Когда через полчаса Сусанна поднялась и вошла к нему в кабинет, он встретил ее словами:
— Ну, Санна, давай беседовать… Ум — хорошо, а два — лучше. Вестимо, когда второй ум такой, как твой, а не такой, как Дарьюшкин или вот у Ильева… Плохо, плохо дело, Санна! Не ждал я такого… Верить не хотел…
— Какое дело? — удивилась Санна и немного испугалась. Ей пришла на ум угроза Змглода Гончему.
— Господь с тобой! Знаешь, о чем сказываю… Ничего другого худого нет: Только одно. Алеша…
— Что Алеша? Это… это не новость. Не спешное… Давно уж…
— Да, истинно. Вы все давно напророчили… Говорил я, не каркайте, как вороны. Вот и накаркали…
Санна усмехнулась досадливо и мотнула головой.
— Что головой трясешь! Понятное дело… Он все валялся и вот довалялся, а вы все каркали, и вот…
— Докаркали. Да… Ах, Аникита Ильич. Послушать вас со стороны чужому человеку, он прямо подумает, что вы малого ума. Ей-Богу! Этак всякий хворый, смертельно хворающий и умирающий, по-вашему, должен вскочить перед самой хоть смертью и начать бегать… И смерть испугается, что ли?.. И как пришла, так и уйдет? Оставит человека в живых? Вся сила, стало быть, не поддаваться — и никогда не помрешь, двести лет проживешь…
— Смерть, когда нужно, придет и сразу возьмет. Не оборачивай мои слова наизнанку, — сказал старик вразумительно. — Но ей след брать человека, когда ему восемьдесят лет, а то и под все сто… Я вот, гляди, за девяносто проживу. Если случай какой несчастный, лошадь убила, с моста гнилого в реку ухнул, на заводе под шестерню угодил, — это другое дело.

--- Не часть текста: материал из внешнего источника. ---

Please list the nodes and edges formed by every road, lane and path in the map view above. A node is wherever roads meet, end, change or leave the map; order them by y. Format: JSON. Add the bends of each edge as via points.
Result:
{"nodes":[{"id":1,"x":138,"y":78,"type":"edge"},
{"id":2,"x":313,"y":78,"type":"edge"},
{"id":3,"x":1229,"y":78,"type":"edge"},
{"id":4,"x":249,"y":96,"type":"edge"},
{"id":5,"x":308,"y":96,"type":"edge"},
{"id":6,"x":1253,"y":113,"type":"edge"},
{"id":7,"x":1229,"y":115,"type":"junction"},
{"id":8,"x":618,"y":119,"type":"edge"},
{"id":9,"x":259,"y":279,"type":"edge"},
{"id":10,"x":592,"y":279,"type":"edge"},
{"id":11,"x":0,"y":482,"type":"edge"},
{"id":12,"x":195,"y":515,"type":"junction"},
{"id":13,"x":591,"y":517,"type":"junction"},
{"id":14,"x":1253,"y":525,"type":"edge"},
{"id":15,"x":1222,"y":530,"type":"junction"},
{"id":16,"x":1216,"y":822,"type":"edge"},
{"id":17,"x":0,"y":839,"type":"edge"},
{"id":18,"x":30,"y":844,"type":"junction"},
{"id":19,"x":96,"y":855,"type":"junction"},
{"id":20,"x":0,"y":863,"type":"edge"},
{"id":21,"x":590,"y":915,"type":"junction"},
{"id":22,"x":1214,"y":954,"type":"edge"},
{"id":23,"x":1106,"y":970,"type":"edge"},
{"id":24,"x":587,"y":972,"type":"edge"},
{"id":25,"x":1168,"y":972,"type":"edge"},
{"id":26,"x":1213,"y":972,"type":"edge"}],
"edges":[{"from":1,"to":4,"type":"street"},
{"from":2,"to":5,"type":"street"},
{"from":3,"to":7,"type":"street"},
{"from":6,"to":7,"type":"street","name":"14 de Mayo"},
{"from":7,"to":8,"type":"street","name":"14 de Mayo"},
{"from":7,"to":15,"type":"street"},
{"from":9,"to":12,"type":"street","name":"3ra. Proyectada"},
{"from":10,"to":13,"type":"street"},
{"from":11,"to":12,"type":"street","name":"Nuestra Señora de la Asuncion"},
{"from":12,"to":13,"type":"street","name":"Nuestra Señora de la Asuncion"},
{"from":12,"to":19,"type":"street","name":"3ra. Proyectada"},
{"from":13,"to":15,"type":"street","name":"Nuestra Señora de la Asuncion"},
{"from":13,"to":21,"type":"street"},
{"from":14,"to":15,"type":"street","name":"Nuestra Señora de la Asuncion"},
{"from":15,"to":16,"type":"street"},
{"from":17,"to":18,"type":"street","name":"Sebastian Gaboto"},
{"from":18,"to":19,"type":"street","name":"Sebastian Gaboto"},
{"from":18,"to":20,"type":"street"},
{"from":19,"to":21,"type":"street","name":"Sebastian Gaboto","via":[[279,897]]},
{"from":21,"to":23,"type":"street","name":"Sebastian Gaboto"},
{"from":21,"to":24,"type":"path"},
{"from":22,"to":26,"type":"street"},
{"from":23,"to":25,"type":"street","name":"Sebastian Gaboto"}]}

Можно и самого себя прикончить в двадцать лет ножом или из ружья. Я сказываю про жизнь правильную и кончину правильную. Будь я на месте бедняги моего Алеши, я бы до этакого положения не довилялся… Ну, да что же об этом толковать! Теперь поздно… Вижу я, по-вашему все вышло. Скажи-ка мне вот…
— Что именно? Что вы желаете?.. Еще другого доктора?..
— С Высоксой что делать! — перебил Аникита Ильич.
— О-о!! Кто вас поймет… Дайте уж Алеше помереть. Это всегда успеется… Выдать Дарьюшку замуж недолго.
— Одно другому не мешает. Ты, я знаю, любишь завтракать. Да я не люблю. У меня все важное — нынче. Если бы я по-твоему управлял заводами, то давно бы разорился. Немцы поговорку сложили такую: «Завтра да завтра — лентяева повадка!» Ну, вот ты мне свое и скажи, посоветуй, Санна.